Regrettably, I've been so focused on veganizing the original chocolate chip cookie recipe that I haven't had a chance to figure out how to remove the egg from these guys, but I hope to figure that out soon enough. In the mean time, if you're not averse to eggs, I recommend them strongly.

Toffee Squares...Inside-Out Chocolate Chip Cookie Bars...oh, what's in a name?
Yields: 4-5 dozen crispy cookies or 3-4 dozen soft cookies

1 c. non-dairy butter substitute, like Earth's Balance, softened
1 c. packed brown sugar
1 egg
1 tsp. vanilla
1 1/2 c. flour
6-12 ounces vegan semi-sweet chocolate chips, like Ghirardelli
Chopped pecans, optional (for added depth of flavor, you can toast the pecans first in a 350 degree oven on a non-oiled cookie sheet for about 10 minutes)

1) Cream together butter substitute and sugar.
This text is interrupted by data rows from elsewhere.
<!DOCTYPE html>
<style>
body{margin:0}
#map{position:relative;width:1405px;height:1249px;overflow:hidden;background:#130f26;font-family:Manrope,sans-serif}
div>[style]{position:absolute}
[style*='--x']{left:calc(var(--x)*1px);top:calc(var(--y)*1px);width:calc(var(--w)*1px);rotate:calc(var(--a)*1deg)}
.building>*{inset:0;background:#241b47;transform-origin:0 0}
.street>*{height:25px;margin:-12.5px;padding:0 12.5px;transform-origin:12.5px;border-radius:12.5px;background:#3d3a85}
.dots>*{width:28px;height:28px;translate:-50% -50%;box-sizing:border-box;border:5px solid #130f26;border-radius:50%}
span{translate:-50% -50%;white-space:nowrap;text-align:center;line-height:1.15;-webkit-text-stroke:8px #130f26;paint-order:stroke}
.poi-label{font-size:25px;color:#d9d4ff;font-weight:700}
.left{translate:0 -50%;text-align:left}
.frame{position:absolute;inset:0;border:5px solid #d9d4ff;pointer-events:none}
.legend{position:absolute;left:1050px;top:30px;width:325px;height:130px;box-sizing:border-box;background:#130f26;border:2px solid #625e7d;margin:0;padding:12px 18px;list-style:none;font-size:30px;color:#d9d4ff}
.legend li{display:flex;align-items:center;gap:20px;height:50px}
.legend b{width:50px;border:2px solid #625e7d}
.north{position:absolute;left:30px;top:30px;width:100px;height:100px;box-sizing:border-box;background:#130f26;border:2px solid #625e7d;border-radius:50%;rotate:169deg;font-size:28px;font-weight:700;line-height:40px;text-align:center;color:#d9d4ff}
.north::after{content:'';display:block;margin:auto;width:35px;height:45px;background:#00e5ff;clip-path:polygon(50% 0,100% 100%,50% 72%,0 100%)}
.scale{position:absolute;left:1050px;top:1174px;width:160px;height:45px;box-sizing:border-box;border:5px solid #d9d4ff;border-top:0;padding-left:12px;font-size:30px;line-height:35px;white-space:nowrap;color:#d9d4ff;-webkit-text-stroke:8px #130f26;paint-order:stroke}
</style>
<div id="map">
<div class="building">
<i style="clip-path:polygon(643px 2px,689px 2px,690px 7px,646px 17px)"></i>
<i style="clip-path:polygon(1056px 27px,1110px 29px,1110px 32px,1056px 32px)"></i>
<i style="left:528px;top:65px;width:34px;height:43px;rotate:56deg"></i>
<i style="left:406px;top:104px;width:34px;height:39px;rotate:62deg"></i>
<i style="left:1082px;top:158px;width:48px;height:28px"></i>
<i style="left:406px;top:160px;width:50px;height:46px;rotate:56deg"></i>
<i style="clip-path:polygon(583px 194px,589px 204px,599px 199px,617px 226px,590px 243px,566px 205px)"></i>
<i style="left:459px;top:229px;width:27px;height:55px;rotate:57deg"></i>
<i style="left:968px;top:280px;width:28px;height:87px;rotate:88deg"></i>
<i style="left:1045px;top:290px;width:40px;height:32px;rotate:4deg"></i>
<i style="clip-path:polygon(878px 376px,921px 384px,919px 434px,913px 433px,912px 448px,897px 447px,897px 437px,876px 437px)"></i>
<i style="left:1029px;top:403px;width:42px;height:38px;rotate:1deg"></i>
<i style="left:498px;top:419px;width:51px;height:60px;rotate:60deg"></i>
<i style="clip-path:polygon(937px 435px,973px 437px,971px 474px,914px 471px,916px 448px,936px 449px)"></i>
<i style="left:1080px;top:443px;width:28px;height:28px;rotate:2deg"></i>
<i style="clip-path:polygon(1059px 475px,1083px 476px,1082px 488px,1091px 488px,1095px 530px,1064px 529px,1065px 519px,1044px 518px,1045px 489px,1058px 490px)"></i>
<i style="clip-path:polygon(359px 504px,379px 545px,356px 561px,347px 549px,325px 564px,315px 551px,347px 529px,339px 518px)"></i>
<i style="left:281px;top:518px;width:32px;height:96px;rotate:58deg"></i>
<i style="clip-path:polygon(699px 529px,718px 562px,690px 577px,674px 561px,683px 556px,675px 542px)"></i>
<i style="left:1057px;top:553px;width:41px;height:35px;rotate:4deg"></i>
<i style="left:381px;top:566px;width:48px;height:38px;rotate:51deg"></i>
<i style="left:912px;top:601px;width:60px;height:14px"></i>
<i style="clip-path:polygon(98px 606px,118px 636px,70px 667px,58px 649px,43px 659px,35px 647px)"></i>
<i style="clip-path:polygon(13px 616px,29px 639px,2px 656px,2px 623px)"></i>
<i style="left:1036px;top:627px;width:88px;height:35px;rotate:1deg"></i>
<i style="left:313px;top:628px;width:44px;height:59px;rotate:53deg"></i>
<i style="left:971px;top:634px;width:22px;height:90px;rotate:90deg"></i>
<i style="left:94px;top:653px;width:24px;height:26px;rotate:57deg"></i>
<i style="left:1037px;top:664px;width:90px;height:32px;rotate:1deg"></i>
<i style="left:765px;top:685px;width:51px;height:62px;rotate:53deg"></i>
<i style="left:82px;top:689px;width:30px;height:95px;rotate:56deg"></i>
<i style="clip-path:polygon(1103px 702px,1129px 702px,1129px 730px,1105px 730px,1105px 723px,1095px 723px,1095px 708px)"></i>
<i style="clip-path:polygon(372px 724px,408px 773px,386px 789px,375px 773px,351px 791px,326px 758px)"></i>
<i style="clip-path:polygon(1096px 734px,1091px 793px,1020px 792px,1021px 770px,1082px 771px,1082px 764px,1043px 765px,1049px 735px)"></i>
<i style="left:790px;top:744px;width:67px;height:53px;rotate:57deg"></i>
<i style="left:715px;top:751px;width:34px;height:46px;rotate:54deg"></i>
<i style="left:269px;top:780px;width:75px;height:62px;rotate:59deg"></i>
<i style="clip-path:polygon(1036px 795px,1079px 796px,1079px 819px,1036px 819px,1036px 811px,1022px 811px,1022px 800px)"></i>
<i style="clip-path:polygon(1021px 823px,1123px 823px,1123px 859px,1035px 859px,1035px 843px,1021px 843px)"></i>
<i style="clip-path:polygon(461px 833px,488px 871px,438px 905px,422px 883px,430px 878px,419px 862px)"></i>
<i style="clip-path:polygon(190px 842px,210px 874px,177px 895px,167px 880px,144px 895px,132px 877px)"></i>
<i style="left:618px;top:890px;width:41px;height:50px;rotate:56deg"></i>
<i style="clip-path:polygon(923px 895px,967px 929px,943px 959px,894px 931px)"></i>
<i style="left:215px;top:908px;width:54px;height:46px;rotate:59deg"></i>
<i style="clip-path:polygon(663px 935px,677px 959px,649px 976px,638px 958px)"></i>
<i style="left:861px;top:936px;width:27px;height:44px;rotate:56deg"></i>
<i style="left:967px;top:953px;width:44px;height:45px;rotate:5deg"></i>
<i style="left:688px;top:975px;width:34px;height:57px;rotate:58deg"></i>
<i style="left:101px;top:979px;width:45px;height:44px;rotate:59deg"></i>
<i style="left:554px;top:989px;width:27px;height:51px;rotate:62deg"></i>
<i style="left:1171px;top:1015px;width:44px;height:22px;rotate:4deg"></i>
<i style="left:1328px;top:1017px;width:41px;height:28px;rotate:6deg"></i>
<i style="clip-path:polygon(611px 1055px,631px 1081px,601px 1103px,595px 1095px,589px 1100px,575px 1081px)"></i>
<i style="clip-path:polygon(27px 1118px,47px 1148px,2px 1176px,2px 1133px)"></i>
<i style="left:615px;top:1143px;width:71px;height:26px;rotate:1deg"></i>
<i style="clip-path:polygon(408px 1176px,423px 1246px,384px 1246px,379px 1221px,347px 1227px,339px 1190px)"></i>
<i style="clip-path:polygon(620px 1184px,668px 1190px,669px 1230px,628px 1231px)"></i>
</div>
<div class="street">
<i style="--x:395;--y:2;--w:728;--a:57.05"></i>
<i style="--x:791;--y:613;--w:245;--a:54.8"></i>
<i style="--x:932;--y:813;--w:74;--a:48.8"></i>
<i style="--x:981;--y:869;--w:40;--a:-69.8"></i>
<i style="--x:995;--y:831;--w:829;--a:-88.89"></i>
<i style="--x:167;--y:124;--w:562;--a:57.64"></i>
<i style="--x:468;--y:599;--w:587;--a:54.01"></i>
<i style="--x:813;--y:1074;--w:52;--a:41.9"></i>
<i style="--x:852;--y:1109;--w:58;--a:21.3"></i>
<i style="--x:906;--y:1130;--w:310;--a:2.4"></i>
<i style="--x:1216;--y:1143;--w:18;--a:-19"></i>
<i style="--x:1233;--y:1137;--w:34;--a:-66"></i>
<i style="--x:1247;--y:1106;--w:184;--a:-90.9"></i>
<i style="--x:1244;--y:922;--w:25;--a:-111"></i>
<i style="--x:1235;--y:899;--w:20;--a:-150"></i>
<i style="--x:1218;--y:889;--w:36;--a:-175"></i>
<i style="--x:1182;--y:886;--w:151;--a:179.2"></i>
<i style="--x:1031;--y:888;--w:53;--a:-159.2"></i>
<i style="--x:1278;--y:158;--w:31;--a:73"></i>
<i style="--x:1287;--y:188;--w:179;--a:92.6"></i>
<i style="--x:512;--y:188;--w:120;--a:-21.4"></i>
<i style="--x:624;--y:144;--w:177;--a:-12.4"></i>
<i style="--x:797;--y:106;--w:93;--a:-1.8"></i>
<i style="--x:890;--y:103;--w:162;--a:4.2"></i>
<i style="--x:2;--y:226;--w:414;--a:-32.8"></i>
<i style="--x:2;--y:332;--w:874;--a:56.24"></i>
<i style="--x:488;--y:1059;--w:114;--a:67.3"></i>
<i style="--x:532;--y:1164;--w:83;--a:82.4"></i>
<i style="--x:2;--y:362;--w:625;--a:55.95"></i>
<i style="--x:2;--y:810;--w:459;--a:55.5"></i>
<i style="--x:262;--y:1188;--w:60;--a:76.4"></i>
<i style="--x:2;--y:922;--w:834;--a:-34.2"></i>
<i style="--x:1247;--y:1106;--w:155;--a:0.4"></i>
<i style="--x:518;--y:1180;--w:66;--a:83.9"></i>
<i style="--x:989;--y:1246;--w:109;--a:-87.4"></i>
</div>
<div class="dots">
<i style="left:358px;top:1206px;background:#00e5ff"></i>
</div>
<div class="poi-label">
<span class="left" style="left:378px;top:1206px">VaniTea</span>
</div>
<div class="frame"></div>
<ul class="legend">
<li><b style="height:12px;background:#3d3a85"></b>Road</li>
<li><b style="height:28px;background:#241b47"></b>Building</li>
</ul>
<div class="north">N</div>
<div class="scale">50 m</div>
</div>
Mix in egg and vanilla until well combined.
2) Slowly add flour, 1/2 c. at a time, until just mixed.
3) FOR CRISPY BARS: flatten dough into a greased jelly roll (10x13) pan. Bake in a preheated 350 degree oven for 20-25 minutes.
FOR SOFT BARS: flatten dough into a greased 9x13 pan. Bake in a preheated 350 degree oven for 25-30 minutes.
4) When cookies are finished, turn the oven off and remove the cookies. Pour chocolate chips on top. (Okay, so Betty Crocker recommended 6 ounces of chocolate. I usually eyeball it and put on 6-8 ounces...and my mom and I agree that sometimes, if you are in a particularly luxurious mood, that the whole 12 ounce bag might make it on there. Whoops, mistakes happen...). Immediately return pans into oven for about 90 seconds.
5) Remove pan from oven and spread out the chocolate across the top. If adding nuts, add them now. Cut into squares and let cool completely.